Любопытный случай, к которому можно применить логику лиотаровского l’acinéma, – джалло. Жанр вполне нарративный и более чем коммерческий, но при этом отличающийся избыточностью во всём – цвете, монтаже, музыке, усложнённой композиции кадров и т.д. Джалло может быть одновременно и сверхнеподвижным, и сверхподвижным. Он наполнен избыточными аффектами, которые вовсе необязательны для нарратива, могут его перегружать и расшатывать, не давать ему собраться в единое целое. Джалло очень близок к l’acinéma, как это показали арт-проекты вроде «Горечь» (Amer, 2009) и «Странный цвет слёз твоего тела» (L’étrange couleur des larmes de ton corps, 2013) Элен Катте и Бруно Форцани, в которых детективная интрига минимизирована или почти полностью исключена, но оставлены аффекты, цвета и свет, характерная музыка и монтаж. То, насколько легко это оказалось сделать, показывает а-кинематографический потенциал этого жанра.

 

Кадр из фильма «Горечь» Элен Катте и Бруно Форцани

 

Однако вернемся к фигуральному. В «L’acinéma» оно, так сказать, не «фигурирует», а в «Дискурсе, фигуре» кино упоминается лишь раз. Однако можно попытаться экстраполировать это понятие. И здесь возможны две гипотезы:

1) кино слабо совместимо с фигуральным: оно слишком фигуративно, слишком захвачено зримостью в силу своего фотографического характера;

2) в кино в силу его фотографического характера фигуративное уже фигурально, потому что камера чисто автоматически видит в реальности нечто, что невозможно увидеть иначе (см. теории Базена или Дзиги Вертова).

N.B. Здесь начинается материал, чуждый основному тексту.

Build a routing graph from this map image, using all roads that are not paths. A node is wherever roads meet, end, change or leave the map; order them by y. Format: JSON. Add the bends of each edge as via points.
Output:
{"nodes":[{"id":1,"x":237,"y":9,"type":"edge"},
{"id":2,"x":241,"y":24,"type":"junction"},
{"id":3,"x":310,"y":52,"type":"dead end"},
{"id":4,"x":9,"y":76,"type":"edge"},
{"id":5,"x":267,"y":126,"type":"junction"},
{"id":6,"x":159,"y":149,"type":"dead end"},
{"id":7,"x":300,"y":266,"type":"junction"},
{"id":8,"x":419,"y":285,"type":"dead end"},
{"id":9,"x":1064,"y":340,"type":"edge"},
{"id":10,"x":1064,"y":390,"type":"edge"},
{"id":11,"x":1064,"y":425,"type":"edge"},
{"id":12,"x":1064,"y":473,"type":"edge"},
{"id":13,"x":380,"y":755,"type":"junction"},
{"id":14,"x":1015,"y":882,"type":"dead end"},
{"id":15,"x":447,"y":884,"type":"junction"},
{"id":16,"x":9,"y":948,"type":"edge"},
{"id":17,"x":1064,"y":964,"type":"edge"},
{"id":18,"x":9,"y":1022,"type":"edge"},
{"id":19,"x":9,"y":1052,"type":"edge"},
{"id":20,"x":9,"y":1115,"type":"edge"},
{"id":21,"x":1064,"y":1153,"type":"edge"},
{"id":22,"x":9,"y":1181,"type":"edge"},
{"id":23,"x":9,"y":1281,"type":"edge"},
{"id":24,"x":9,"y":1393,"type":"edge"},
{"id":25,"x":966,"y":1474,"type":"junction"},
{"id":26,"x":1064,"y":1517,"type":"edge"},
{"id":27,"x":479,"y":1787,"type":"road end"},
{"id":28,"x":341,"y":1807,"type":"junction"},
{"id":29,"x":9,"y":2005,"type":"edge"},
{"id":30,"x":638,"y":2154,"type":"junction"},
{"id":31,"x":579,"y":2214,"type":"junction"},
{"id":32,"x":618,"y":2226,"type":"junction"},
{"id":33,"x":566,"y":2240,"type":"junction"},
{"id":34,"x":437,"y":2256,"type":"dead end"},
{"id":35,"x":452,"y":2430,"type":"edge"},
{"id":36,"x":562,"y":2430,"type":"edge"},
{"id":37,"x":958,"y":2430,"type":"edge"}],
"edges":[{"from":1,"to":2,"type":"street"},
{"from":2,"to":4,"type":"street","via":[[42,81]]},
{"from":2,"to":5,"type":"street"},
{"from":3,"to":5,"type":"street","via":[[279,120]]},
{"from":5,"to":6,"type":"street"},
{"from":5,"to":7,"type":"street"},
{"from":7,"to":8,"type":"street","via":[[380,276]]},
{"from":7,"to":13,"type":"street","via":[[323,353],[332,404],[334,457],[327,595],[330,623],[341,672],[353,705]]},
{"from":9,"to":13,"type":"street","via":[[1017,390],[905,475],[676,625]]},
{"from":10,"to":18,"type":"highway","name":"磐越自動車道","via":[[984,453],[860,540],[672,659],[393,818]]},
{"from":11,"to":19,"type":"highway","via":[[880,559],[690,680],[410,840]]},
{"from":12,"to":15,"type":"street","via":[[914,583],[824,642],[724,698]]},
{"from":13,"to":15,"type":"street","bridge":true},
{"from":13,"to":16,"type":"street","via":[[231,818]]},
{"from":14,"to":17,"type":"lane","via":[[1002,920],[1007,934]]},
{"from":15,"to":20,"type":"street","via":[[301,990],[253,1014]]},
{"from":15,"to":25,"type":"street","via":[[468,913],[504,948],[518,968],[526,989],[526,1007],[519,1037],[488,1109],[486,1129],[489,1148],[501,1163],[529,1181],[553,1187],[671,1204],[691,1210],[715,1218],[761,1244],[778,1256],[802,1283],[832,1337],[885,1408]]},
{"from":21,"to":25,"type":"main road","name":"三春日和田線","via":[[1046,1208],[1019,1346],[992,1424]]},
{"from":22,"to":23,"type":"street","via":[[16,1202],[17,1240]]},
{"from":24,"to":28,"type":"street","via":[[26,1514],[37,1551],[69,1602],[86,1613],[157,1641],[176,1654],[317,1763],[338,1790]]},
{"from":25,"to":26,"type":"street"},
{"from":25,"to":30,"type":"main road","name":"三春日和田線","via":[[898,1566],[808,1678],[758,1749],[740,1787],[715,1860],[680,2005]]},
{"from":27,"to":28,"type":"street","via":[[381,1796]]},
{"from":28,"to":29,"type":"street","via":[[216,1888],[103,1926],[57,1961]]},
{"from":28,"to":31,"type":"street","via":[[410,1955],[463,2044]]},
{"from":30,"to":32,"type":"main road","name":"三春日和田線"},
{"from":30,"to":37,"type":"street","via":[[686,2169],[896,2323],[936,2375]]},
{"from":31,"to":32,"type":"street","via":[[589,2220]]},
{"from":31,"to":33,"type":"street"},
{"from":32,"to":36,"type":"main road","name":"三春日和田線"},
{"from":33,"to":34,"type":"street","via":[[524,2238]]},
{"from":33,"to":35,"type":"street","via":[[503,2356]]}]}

В идеале между камерой и вещами нет зазора, посредничества в виде человеческой субъективности или физиологии, как в живописи. По крайней мере, в самом начале, когда кино ещё фиксирует все «движения», не производит отбора в соответствии с Кодом и пока в него не вмешивается режиссёрская субъективность. Как пишет Жан-Мишель Дюрафур, посвятивший книгу лиотаровской теории кино: «Способ фотографического производства изображений не такой, как в живописи. Его отношения с вещами – отношения более точного (физического) сходства, чем те, что доступны живописи. (Базеновская) причина этого известна: жесткий детерминизм со стороны кинематографического аппарата. Человек выбирает место, куда поставить камеру, угол и момент съёмки, но он не вмешивается в процесс порождения образа, который отныне управляется законами физики и химии. Можно легко перепоручить всё машине. Благодаря этому достигается такая степень мимесиса, какой до сих пор добиться в истории искусства было невозможно, поскольку посредничество руки темперировало (отсюда знаменитый темперамент художника) точность воспроизводства» [2].

 

Кадр из фильма «Другая сцена» Ж.-Ф. Лиотара, Д. Аврон, Г. Фиман, К. Эзикман

 

Кино, возможно, даже вдвойне фигурально. Оно фигурально по отношению к живописи, поскольку у него совершенно иная степень точности в предъявлении зримого, это его фигуральность по умолчанию. Кино репрезентирует так эффективно, что, становясь сверхрепрезентацией, оказывается по ту сторону просто репрезентации: сходство с репрезентируемым в нём столь велико, что начинает подчеркивать несходство, различие. «Именно потому, что кино берётся обеспечить бóльшее сходство, оно делает нас более чуткими к несходству (которое оно показывает меньше). Разве не должен зритель всё время удивляться в кино тому, что мир так похож?» [3]. Но эта исходная фигуральность по умолчанию может быть дополнена фигуральностью как эксцессом по отношению к Коду – теми привилегированными моментами, в которые в фильме появляется нечто избыточное, никак не связанное с нарративной функцией, как это, например, происходит в неореализме, когда бытовой предмет становится чем-то бóльшим, чем он есть. В докладе «Суверенный фильм» Лиотар приводит в пример кастрюлю из неореалистического фильма, в которой кипятится вода для кофе: когда камера на ней задерживается, она «являет себя в ином аспекте своей суверенной материальности, неподвижной и ускользающей, разбрасывающей во все стороны связи, непредвиденные валентности, которые могут занять другие объекты, слова, ситуации, лица и руки, ассоциирующиеся с этой кастрюлей и убираемые, едва они её коснулись» [4].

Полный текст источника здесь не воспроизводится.